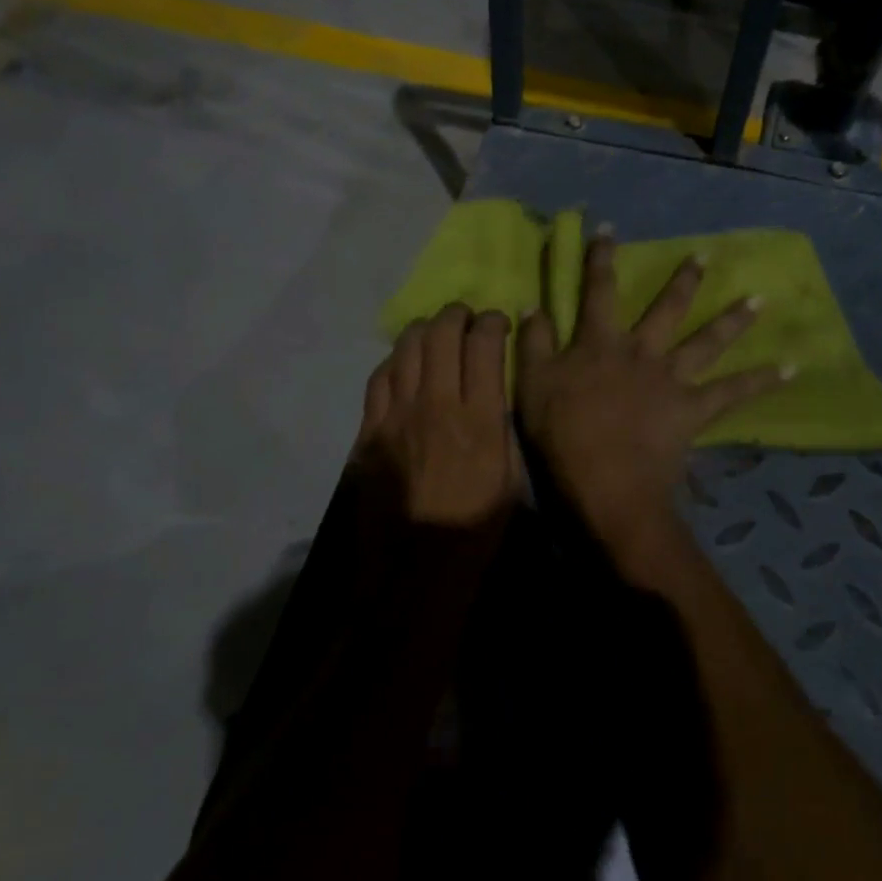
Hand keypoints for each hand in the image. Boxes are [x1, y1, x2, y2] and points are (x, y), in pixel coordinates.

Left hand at [358, 302, 517, 527]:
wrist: (416, 565)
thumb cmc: (476, 528)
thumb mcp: (511, 478)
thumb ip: (502, 427)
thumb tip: (496, 393)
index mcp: (479, 418)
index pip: (484, 345)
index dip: (493, 323)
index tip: (499, 323)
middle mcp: (437, 403)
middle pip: (441, 335)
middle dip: (457, 315)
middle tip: (466, 317)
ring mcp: (397, 415)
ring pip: (405, 348)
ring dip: (423, 330)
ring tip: (433, 331)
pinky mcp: (370, 430)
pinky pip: (379, 378)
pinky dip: (394, 361)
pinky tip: (402, 363)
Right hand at [517, 228, 787, 566]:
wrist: (606, 481)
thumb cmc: (563, 435)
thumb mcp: (532, 385)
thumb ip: (532, 343)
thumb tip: (533, 304)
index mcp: (599, 344)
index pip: (599, 292)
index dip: (602, 260)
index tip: (609, 230)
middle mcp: (641, 351)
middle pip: (666, 309)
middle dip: (684, 281)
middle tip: (704, 257)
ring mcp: (671, 379)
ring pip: (707, 341)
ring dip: (733, 319)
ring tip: (760, 300)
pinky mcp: (693, 409)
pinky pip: (732, 392)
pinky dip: (761, 380)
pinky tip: (790, 368)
·····
Because the pictures are not wanted, retype every record exactly without them.

■ **SOLUTION TO THE EXERCISE**:
Hand keypoints for each hand in the image. Boxes are [x1, y1, x2, y2] and points are (x, y), in pixel coordinates.

Left hand at [358, 302, 517, 527]:
wrist: (416, 565)
thumb cmc: (476, 528)
thumb mcp: (511, 478)
thumb ip: (502, 427)
thumb tip: (496, 393)
index mcp: (479, 418)
index pip: (484, 345)
index dip: (493, 323)
index tip: (499, 323)
middle mcp: (437, 403)
middle pip: (441, 335)
middle dip: (457, 315)
middle tip: (466, 317)
ring mcp: (397, 415)
ring pip: (405, 348)
ring dip: (423, 330)
ring tip: (433, 331)
pinky mcp: (370, 430)
pinky pip: (379, 378)
pinky dip: (394, 361)
pinky tip: (402, 363)
Right hand at [517, 228, 787, 566]:
wrist: (606, 481)
thumb cmc: (563, 435)
thumb mcp: (532, 385)
thumb ip: (532, 343)
thumb tip: (533, 304)
index mcp: (599, 344)
index pip: (599, 292)
index dip: (602, 260)
index tip: (609, 230)
middle mcp: (641, 351)
middle pip: (666, 309)
middle dip: (684, 281)
middle tip: (704, 257)
ring mcp: (671, 379)
ring pip: (707, 341)
ring dip: (733, 319)
ring tip: (760, 300)
pinky mcp: (693, 409)
pinky pip: (732, 392)
pinky dip: (761, 380)
pinky tip: (790, 368)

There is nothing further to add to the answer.